### Work task
Within the records below, filter for lines carrying the word "lane" and copy them.

### Recorded information

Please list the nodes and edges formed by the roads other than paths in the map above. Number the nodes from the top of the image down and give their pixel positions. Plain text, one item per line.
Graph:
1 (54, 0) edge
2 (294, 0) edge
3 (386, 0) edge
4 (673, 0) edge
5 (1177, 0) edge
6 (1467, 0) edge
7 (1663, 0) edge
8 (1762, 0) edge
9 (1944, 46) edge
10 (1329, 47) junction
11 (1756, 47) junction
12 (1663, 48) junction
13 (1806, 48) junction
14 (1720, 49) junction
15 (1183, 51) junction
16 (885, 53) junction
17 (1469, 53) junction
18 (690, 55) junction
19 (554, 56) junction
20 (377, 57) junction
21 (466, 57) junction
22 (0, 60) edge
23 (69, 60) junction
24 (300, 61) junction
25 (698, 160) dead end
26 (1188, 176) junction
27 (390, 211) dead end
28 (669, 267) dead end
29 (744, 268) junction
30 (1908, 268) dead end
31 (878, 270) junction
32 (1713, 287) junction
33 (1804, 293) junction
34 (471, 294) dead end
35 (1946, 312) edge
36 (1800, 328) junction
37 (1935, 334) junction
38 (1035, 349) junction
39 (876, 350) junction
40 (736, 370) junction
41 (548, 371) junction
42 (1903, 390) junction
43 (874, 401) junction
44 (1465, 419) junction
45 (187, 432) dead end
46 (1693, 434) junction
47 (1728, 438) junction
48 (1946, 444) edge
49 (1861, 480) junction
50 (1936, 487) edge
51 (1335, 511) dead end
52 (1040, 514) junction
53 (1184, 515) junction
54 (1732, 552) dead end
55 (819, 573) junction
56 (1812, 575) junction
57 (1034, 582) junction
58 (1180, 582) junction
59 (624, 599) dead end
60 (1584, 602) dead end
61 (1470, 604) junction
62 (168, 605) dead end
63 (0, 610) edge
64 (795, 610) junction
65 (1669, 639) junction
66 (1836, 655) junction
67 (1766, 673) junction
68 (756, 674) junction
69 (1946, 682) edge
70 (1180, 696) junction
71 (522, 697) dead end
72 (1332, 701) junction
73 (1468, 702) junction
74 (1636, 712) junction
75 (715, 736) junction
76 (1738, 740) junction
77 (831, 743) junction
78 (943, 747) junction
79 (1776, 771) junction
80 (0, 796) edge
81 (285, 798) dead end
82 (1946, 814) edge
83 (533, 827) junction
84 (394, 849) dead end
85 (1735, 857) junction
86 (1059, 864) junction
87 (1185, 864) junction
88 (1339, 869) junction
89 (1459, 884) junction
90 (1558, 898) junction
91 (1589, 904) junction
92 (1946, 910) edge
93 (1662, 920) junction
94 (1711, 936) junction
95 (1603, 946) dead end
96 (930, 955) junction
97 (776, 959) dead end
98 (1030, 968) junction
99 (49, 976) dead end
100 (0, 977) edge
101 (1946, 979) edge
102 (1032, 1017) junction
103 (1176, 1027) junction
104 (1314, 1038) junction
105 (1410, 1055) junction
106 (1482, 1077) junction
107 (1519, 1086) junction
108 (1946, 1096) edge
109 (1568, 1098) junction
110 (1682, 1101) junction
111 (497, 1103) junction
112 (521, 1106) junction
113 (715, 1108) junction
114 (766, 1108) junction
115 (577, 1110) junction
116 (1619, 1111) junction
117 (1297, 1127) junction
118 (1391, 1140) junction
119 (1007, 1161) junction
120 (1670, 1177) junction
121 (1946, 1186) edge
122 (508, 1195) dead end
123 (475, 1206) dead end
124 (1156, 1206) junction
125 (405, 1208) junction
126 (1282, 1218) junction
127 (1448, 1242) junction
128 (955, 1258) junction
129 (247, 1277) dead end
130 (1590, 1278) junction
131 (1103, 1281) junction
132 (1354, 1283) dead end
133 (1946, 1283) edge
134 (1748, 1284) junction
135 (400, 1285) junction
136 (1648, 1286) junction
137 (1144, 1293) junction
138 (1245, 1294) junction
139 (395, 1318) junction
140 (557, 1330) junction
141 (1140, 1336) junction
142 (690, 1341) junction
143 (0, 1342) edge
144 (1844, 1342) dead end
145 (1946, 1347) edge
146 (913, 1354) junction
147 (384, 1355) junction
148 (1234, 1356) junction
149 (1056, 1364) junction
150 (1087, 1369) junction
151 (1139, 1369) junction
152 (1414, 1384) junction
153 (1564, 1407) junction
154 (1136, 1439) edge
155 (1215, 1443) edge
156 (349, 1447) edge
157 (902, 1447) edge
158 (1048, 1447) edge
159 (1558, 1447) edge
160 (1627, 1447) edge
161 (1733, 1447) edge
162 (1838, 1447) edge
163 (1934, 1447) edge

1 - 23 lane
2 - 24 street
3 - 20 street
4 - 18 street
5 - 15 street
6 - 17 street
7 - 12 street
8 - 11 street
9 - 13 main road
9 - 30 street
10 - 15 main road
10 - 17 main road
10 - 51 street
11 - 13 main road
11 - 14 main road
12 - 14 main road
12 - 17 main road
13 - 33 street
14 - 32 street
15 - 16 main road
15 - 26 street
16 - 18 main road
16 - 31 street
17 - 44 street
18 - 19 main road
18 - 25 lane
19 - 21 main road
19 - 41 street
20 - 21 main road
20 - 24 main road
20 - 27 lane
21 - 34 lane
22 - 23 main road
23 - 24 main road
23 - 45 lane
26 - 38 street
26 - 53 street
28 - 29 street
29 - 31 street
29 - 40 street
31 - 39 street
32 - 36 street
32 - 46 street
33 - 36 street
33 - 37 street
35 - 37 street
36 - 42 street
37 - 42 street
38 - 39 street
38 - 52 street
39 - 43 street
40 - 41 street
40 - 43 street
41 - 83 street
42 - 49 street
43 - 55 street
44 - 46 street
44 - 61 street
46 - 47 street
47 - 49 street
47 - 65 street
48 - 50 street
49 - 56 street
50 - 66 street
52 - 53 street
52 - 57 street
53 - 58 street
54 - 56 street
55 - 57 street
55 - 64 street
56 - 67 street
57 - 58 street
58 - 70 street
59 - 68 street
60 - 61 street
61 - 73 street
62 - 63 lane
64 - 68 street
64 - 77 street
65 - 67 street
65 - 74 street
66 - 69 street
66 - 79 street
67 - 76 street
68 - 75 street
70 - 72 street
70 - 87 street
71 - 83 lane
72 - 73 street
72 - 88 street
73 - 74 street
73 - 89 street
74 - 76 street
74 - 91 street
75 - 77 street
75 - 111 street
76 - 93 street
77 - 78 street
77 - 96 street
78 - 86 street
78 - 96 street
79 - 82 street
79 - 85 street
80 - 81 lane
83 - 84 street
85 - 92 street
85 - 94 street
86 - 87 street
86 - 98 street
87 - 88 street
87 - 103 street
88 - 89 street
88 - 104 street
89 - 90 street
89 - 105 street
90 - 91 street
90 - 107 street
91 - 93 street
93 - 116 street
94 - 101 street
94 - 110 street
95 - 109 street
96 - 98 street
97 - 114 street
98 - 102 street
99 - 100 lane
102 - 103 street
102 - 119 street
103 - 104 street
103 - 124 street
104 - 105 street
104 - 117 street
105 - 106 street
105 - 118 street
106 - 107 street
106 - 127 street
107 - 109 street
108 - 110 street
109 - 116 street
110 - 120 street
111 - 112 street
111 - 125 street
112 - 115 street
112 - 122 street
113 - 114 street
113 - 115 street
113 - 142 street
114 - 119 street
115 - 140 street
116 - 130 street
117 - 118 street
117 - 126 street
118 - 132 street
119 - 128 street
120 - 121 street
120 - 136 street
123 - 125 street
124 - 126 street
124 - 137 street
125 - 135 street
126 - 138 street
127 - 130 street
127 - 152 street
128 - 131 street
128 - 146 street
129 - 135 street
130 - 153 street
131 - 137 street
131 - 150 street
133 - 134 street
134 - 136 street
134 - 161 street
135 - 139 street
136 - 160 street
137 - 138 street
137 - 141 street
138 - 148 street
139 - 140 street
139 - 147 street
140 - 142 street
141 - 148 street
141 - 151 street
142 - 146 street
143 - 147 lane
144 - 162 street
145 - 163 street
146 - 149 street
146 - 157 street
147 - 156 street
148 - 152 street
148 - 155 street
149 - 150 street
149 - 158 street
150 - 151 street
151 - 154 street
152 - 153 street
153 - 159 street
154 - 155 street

### Written answer
1 - 23 lane
18 - 25 lane
20 - 27 lane
21 - 34 lane
23 - 45 lane
62 - 63 lane
71 - 83 lane
80 - 81 lane
99 - 100 lane
143 - 147 lane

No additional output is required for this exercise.